*AVAILABLE RECORDS:*
[Start of section]
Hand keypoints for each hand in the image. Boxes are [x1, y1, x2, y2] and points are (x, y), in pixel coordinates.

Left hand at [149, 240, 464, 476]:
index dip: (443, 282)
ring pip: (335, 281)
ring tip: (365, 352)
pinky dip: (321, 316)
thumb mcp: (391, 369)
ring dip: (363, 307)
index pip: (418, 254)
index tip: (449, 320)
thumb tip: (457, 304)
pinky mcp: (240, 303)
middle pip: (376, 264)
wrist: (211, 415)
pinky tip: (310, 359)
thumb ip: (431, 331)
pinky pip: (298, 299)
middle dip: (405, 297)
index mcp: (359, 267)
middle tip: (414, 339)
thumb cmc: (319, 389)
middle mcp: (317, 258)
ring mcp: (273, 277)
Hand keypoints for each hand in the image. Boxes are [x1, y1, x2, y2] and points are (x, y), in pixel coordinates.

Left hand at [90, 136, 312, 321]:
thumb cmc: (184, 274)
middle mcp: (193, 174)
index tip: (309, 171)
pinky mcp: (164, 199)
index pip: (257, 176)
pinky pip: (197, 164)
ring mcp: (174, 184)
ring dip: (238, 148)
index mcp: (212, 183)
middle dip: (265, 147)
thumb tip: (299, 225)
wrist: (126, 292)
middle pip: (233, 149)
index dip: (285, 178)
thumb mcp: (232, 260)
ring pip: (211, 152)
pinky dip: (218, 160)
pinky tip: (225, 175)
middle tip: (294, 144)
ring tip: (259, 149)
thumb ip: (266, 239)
[End of section]
[Start of section]
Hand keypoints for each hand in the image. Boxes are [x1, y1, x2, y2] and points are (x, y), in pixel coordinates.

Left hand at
[End of section]
[Start of section]
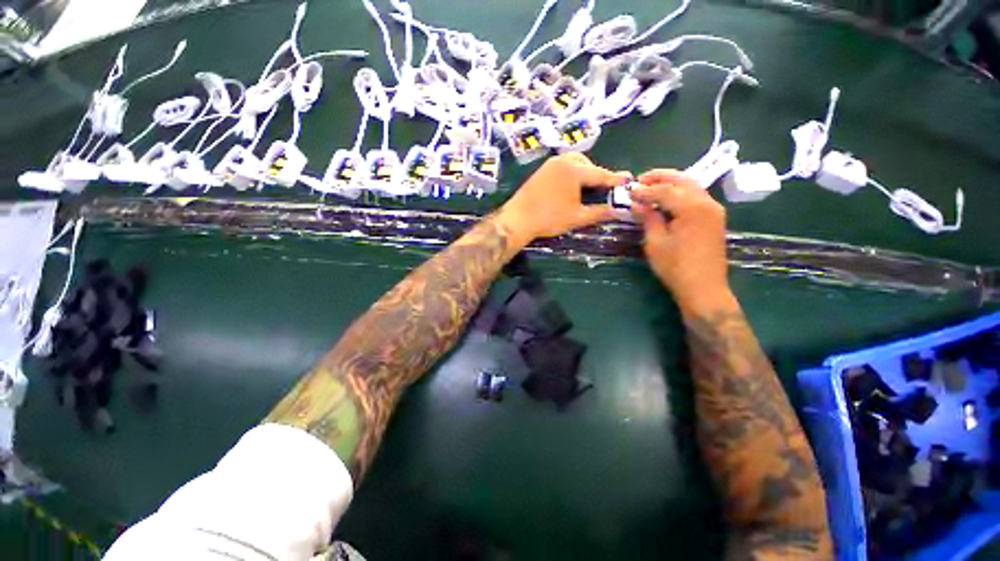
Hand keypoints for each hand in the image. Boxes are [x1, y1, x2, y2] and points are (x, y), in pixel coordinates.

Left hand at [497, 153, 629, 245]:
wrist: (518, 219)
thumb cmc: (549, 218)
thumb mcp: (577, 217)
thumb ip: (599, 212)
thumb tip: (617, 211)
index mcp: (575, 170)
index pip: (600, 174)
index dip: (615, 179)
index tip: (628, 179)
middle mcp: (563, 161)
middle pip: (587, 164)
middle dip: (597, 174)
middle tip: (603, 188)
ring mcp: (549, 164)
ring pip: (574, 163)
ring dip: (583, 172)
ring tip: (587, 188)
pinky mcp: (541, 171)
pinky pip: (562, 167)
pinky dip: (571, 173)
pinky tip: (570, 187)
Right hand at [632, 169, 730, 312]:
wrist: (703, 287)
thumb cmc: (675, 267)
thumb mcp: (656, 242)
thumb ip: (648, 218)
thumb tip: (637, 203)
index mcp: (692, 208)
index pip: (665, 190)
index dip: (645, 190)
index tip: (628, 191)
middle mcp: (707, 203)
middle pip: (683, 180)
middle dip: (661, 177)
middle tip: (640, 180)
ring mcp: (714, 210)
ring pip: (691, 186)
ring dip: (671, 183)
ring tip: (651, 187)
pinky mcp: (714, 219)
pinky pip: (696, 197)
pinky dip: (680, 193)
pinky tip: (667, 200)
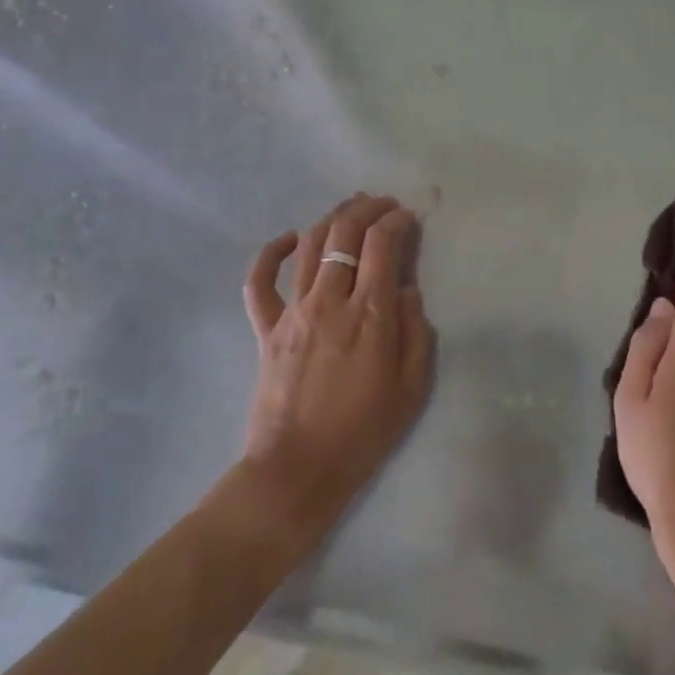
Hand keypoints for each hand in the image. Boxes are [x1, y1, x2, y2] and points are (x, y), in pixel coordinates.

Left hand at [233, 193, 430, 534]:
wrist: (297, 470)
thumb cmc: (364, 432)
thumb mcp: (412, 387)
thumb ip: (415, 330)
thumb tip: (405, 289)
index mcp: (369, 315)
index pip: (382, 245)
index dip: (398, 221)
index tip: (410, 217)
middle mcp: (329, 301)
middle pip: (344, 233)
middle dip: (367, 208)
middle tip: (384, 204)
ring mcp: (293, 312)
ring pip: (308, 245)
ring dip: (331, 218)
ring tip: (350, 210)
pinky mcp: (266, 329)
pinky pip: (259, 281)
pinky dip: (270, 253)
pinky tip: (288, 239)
[End of section]
*INSTRUCTIONS FOR THE TASK:* From the records above, transcribe without alteration every line from the one with "index mcp: (369, 315)" to the one with "pinky tip: (288, 239)", inclusive.

*RESULT BELOW:*
index mcp: (369, 315)
index pip: (382, 245)
index dip: (398, 221)
index tip: (410, 217)
middle mcp: (329, 301)
middle pip: (344, 233)
middle dip: (367, 208)
middle tip: (384, 204)
ring mcp: (293, 312)
ring pip: (308, 245)
ring dip: (331, 218)
ring tip: (350, 210)
pinky mcp: (266, 329)
pinky pip: (259, 281)
pinky dip: (270, 253)
pinky tip: (288, 239)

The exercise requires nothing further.